Return the records exactly as they stand, and keep the pictures out of the copy.

RECORDS FOR THIS TASK START

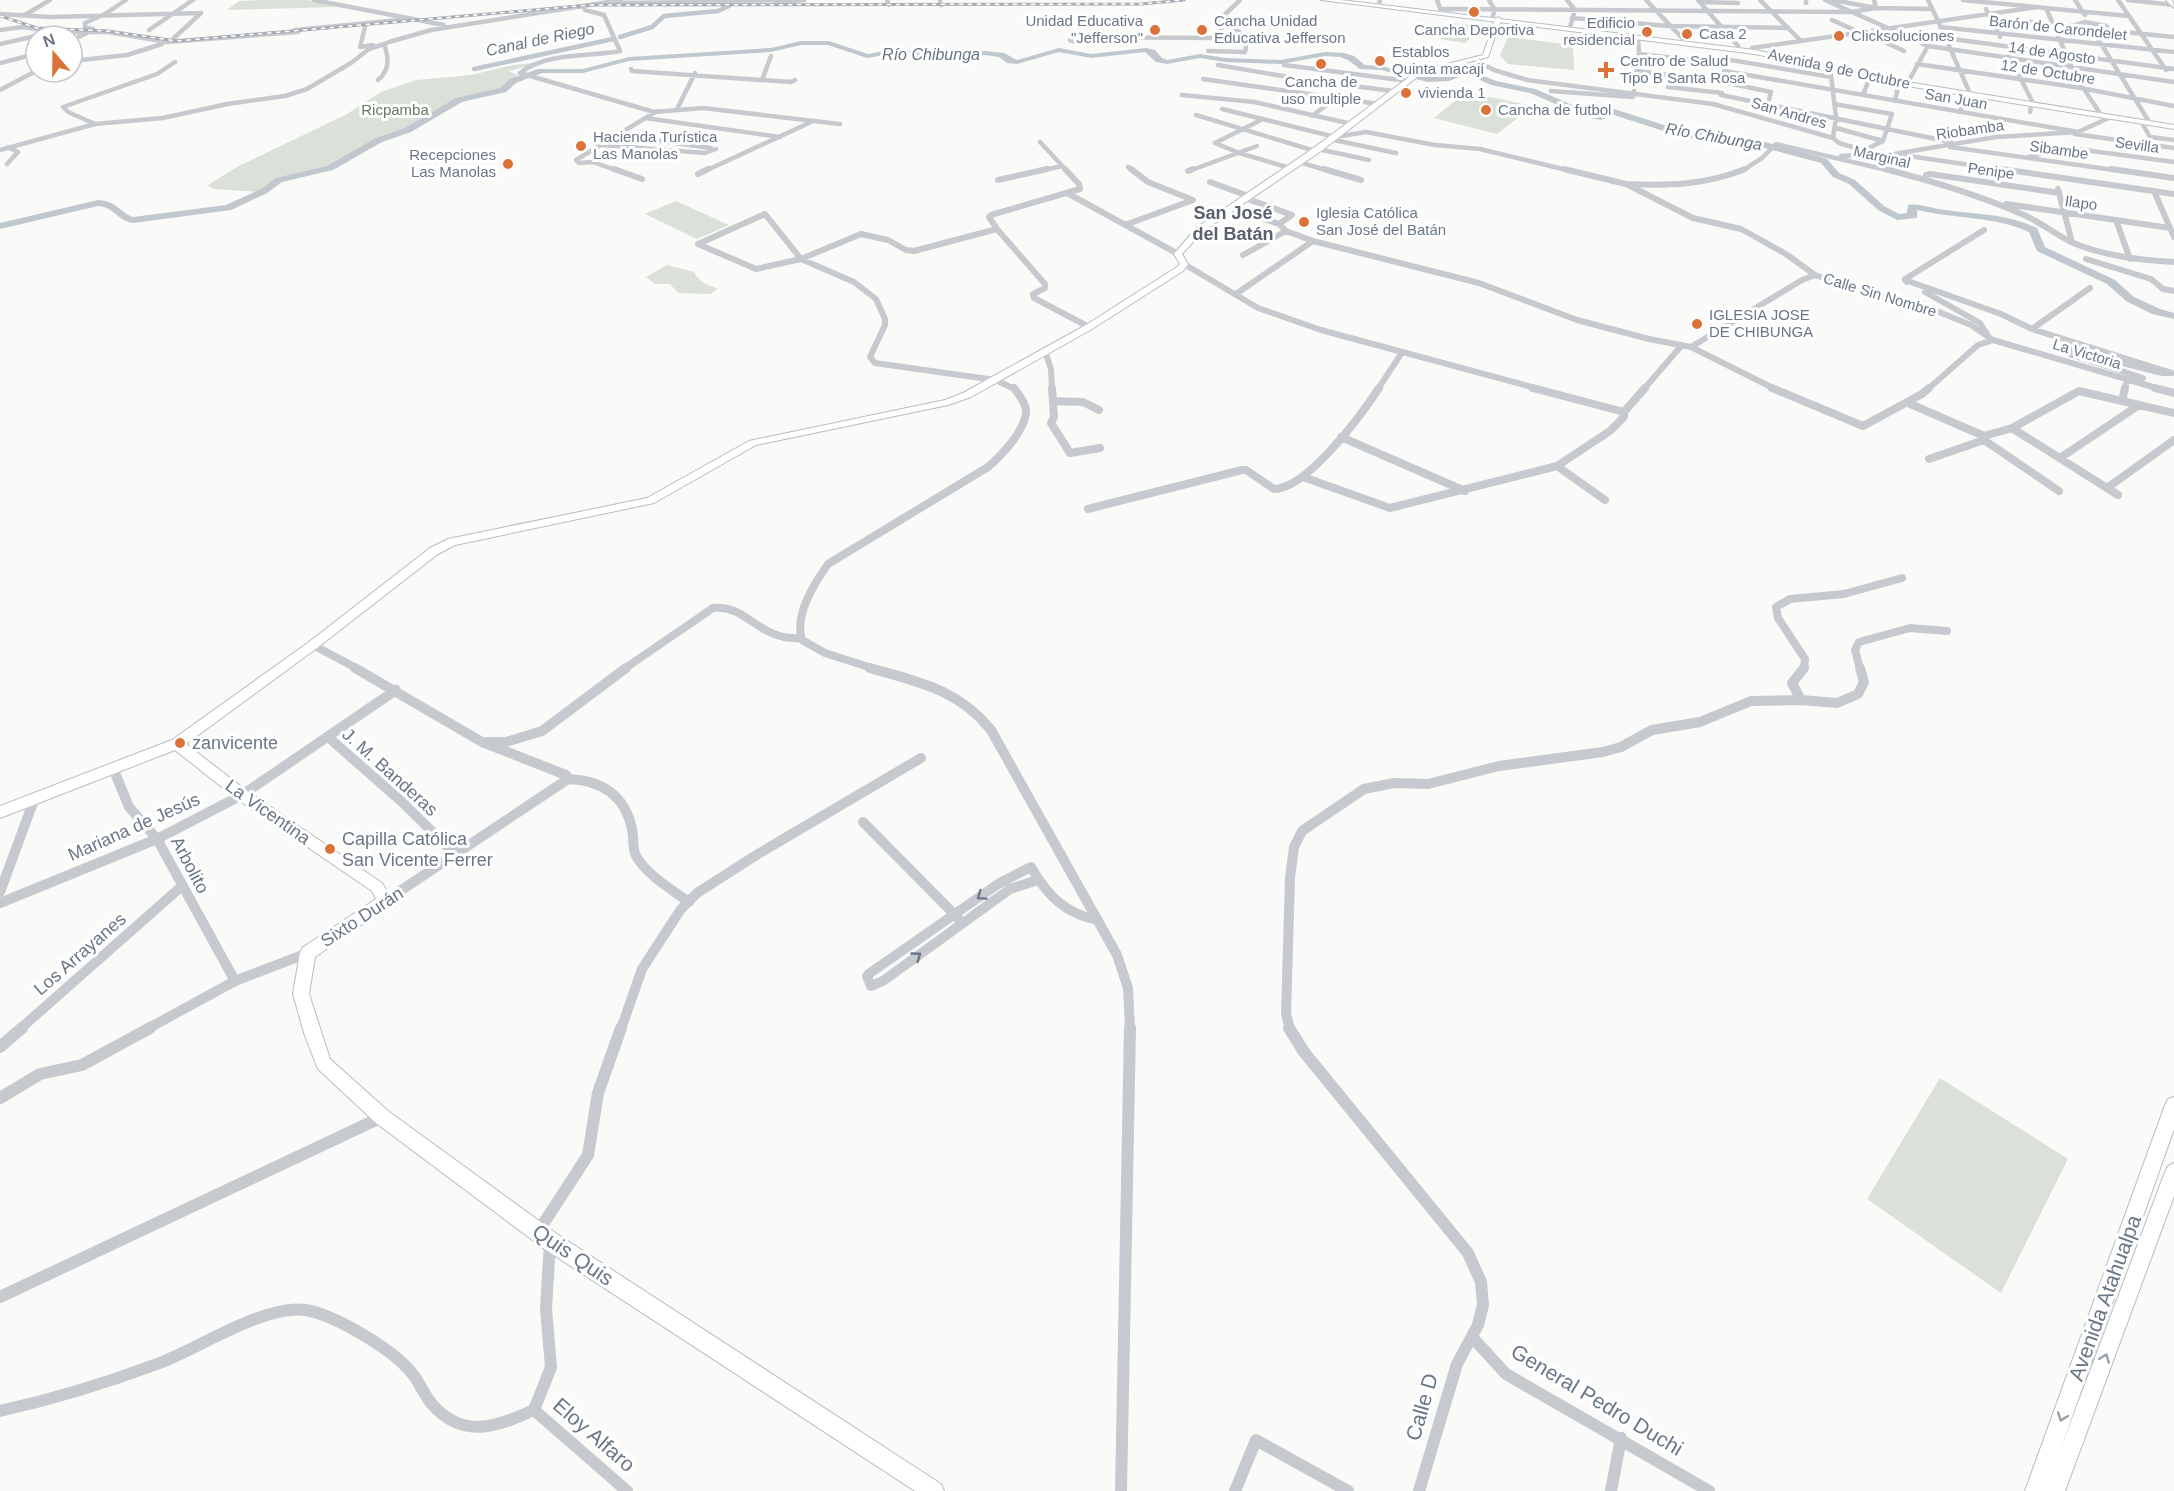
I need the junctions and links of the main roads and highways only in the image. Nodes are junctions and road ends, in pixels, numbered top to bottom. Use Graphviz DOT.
graph roads {
  1 [pos="1324,0"];
  2 [pos="1343,0"];
  3 [pos="1379,2"];
  4 [pos="1496,17"];
  5 [pos="1677,40"];
  6 [pos="1905,82"];
  7 [pos="2032,106"];
  8 [pos="2145,121"];
  9 [pos="2174,125"];
  1 -- 4 [label="main road, Avenida 9 de Octubre"];
  2 -- 3 [label="main road, Avenida 9 de Octubre"];
  3 -- 4 [label="main road, Avenida 9 de Octubre"];
  4 -- 5 [label="main road, Avenida 9 de Octubre"];
  4 -- 5 [label="main road, Avenida 9 de Octubre"];
  5 -- 6 [label="main road, Avenida 9 de Octubre"];
  5 -- 6 [label="main road, Avenida 9 de Octubre"];
  6 -- 7 [label="main road, Avenida 9 de Octubre"];
  7 -- 8 [label="main road, Avenida 9 de Octubre"];
  7 -- 8 [label="main road, Avenida 9 de Octubre"];
  8 -- 9 [label="main road, Avenida 9 de Octubre"];
}
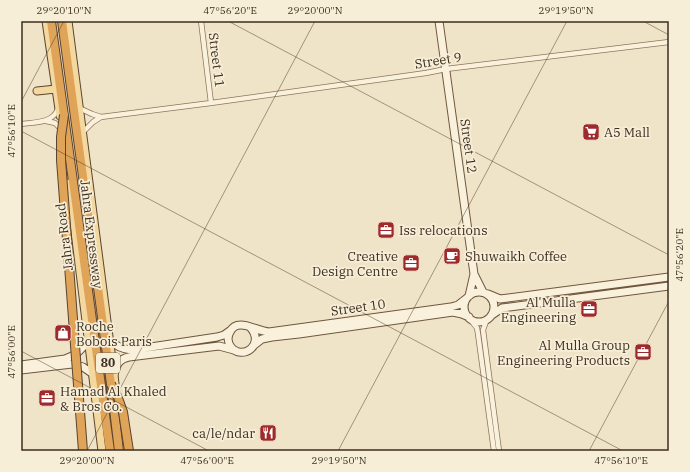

RECORDS FOR THIS TASK END

■ **SOLVED PROBLEM**
I need the junctions and links of the main roads and highways only in the image. Nodes are junctions and road ends, in pixels, numbered top to bottom. Use Graphviz DOT.
graph roads {
  1 [pos="1324,0"];
  2 [pos="1343,0"];
  3 [pos="1379,2"];
  4 [pos="1496,17"];
  5 [pos="1677,40"];
  6 [pos="1905,82"];
  7 [pos="2032,106"];
  8 [pos="2145,121"];
  9 [pos="2174,125"];
  1 -- 4 [label="main road, Avenida 9 de Octubre"];
  2 -- 3 [label="main road, Avenida 9 de Octubre"];
  3 -- 4 [label="main road, Avenida 9 de Octubre"];
  4 -- 5 [label="main road, Avenida 9 de Octubre"];
  4 -- 5 [label="main road, Avenida 9 de Octubre"];
  5 -- 6 [label="main road, Avenida 9 de Octubre"];
  5 -- 6 [label="main road, Avenida 9 de Octubre"];
  6 -- 7 [label="main road, Avenida 9 de Octubre"];
  7 -- 8 [label="main road, Avenida 9 de Octubre"];
  7 -- 8 [label="main road, Avenida 9 de Octubre"];
  8 -- 9 [label="main road, Avenida 9 de Octubre"];
}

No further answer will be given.